(Input for this task)

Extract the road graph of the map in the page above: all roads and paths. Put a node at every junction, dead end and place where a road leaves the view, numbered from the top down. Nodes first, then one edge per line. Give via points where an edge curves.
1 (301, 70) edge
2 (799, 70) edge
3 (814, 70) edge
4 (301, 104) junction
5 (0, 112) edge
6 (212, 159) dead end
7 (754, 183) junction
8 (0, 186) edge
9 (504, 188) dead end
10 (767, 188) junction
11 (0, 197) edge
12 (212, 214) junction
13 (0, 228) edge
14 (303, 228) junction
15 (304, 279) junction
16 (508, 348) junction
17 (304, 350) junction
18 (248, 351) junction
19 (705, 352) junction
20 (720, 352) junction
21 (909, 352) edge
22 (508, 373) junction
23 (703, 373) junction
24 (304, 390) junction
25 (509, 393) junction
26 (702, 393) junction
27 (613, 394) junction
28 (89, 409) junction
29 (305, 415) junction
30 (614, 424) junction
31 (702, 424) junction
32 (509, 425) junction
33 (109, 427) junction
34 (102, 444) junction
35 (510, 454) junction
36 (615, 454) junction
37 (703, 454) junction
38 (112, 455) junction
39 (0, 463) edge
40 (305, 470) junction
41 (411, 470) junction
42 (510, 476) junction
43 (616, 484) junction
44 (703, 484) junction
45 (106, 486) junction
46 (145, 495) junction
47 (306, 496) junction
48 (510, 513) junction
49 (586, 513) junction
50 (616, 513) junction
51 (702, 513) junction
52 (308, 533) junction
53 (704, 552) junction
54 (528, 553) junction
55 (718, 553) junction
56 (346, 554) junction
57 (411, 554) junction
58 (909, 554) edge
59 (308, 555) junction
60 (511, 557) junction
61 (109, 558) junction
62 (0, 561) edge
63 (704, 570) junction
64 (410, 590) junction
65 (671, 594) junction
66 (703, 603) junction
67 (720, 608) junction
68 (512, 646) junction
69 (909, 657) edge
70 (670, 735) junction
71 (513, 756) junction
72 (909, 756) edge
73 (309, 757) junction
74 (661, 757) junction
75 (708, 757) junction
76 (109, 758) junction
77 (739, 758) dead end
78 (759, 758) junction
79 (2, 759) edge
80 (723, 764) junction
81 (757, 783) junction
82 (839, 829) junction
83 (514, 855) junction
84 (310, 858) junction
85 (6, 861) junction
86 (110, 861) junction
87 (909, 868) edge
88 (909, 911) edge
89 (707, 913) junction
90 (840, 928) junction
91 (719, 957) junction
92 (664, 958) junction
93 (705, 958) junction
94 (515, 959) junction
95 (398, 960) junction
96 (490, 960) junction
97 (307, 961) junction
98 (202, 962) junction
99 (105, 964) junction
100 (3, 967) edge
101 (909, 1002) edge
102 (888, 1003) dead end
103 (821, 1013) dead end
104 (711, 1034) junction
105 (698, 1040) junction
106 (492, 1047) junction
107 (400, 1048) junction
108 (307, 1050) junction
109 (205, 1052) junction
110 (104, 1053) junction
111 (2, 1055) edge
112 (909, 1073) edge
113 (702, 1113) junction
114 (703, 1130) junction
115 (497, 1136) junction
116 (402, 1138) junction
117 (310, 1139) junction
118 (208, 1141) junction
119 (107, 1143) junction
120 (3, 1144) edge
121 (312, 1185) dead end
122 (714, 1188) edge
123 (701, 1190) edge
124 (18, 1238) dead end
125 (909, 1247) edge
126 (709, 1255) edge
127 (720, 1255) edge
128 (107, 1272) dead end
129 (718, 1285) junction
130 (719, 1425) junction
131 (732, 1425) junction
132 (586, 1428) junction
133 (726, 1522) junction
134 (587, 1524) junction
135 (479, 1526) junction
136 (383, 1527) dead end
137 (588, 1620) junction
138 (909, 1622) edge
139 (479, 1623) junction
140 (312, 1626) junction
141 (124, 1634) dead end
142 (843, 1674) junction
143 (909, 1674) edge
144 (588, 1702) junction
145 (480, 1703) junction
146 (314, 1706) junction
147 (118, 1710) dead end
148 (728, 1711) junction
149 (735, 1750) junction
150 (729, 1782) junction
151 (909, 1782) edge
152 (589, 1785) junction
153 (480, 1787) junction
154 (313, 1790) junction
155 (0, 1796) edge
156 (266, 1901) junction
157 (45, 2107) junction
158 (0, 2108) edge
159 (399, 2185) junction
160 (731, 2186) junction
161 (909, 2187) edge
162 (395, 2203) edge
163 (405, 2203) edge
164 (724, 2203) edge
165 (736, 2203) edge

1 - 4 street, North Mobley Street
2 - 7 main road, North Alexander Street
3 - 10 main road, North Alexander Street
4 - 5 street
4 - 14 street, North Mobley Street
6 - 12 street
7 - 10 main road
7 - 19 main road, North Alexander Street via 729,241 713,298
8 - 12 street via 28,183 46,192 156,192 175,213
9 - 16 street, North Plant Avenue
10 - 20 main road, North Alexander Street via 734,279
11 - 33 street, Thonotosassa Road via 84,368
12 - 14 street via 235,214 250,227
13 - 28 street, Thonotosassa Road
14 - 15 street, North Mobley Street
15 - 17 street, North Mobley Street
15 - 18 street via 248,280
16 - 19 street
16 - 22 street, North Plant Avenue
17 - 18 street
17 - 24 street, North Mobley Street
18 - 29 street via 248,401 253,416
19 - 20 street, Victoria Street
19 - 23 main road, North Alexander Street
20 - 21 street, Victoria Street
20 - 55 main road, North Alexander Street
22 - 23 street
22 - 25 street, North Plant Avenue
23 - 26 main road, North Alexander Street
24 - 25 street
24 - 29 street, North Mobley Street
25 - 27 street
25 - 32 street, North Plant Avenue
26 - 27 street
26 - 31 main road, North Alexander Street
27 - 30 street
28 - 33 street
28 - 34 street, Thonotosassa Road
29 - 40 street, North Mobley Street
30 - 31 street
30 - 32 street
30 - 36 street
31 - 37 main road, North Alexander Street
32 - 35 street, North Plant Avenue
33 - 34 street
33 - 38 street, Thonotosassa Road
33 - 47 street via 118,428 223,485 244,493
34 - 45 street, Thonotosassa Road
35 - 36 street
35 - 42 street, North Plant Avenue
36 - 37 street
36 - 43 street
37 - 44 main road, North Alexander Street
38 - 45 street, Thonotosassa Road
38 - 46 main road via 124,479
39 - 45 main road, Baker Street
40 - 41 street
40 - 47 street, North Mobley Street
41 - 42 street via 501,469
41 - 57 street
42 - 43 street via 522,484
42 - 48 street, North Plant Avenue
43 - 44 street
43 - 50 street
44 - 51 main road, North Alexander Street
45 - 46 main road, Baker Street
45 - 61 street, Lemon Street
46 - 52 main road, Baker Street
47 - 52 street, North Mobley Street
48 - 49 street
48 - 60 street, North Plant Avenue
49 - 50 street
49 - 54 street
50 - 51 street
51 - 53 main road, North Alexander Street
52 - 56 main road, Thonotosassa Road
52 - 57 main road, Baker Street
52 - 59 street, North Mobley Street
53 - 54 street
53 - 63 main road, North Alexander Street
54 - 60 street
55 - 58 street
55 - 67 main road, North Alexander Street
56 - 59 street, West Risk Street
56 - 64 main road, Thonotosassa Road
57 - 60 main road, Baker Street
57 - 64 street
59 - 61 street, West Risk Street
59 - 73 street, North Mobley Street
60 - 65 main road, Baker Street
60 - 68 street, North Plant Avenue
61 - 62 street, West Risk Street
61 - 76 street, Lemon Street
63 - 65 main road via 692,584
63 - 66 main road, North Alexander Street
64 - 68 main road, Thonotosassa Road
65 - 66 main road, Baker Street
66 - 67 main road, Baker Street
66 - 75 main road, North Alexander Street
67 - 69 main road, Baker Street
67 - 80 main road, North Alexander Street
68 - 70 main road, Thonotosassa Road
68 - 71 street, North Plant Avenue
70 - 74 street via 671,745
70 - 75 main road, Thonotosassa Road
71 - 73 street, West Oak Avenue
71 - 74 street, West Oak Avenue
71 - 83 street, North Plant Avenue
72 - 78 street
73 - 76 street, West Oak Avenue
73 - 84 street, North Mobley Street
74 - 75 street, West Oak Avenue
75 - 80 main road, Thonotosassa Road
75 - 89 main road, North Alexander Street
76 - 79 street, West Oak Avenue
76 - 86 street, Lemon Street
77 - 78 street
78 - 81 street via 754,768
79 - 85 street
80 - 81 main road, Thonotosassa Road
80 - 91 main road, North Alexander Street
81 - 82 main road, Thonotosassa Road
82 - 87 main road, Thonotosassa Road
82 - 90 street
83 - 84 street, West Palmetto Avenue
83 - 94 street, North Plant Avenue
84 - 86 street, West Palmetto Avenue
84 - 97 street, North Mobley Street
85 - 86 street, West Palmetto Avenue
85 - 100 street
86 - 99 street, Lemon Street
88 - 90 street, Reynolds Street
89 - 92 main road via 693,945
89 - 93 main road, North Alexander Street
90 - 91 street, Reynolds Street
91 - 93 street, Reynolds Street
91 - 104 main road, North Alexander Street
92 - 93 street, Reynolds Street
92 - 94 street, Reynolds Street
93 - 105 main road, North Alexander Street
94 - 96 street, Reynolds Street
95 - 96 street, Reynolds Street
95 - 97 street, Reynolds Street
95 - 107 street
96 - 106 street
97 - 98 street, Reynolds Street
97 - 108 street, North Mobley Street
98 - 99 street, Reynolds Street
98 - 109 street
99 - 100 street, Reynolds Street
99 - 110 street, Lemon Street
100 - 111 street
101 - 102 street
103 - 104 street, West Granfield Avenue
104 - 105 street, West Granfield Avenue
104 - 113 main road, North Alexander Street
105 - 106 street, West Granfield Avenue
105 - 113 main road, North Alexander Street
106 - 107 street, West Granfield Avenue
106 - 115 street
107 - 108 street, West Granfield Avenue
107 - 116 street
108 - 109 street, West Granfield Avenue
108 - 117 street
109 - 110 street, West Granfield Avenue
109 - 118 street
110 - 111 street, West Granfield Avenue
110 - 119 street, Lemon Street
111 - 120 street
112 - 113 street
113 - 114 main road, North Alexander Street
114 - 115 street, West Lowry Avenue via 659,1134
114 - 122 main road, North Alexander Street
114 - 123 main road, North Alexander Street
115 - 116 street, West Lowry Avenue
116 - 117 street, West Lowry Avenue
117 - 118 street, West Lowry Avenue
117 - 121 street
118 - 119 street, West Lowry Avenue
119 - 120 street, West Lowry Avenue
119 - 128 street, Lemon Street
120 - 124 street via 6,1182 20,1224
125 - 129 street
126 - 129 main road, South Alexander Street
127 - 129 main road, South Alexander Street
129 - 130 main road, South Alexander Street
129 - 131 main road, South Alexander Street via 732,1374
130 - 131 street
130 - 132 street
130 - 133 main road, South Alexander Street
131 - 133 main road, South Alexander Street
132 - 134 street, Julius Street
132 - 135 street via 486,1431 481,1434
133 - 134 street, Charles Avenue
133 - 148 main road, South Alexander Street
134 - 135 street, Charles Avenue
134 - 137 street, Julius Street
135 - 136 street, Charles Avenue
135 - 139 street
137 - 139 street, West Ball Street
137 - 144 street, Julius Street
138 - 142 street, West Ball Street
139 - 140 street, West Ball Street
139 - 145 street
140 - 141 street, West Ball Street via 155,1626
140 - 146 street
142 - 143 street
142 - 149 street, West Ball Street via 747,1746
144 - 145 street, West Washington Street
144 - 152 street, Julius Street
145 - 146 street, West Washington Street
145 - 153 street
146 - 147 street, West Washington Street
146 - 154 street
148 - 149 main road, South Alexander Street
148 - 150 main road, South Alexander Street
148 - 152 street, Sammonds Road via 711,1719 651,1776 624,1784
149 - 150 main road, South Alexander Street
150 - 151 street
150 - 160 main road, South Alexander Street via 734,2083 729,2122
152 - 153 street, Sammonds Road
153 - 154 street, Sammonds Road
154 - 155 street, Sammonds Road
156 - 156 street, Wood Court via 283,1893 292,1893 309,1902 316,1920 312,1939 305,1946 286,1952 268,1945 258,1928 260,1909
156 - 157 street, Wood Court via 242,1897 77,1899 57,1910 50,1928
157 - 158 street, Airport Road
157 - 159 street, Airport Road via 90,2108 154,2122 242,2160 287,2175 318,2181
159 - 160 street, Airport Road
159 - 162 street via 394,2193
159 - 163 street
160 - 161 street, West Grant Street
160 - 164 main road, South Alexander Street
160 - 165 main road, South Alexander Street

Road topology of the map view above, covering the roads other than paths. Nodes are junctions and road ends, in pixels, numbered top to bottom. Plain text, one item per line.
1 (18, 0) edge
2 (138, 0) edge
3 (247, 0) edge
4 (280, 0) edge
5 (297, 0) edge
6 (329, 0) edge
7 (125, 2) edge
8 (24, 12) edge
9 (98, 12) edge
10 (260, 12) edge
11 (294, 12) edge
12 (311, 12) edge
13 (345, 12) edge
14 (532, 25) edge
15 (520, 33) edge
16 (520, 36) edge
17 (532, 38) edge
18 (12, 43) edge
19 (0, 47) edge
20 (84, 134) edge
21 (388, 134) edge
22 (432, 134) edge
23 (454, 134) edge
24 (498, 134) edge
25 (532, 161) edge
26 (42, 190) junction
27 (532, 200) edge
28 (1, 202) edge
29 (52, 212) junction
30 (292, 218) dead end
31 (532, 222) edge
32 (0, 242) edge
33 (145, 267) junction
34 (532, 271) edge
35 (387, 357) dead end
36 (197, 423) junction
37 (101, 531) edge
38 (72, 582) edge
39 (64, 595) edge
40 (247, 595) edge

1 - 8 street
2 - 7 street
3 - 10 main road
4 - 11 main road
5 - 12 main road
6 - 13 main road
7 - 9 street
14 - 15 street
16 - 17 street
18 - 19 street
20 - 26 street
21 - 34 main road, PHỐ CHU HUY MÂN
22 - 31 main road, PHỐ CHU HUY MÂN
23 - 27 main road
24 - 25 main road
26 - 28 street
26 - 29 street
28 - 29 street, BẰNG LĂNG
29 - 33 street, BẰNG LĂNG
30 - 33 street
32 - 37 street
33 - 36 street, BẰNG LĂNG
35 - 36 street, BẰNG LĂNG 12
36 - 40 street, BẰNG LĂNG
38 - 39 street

(End Input for this task)

§ **Exercise directions**
Give, as a single number, the count of lines in the material above that contain the string "LĂNG".

§ **Response**
5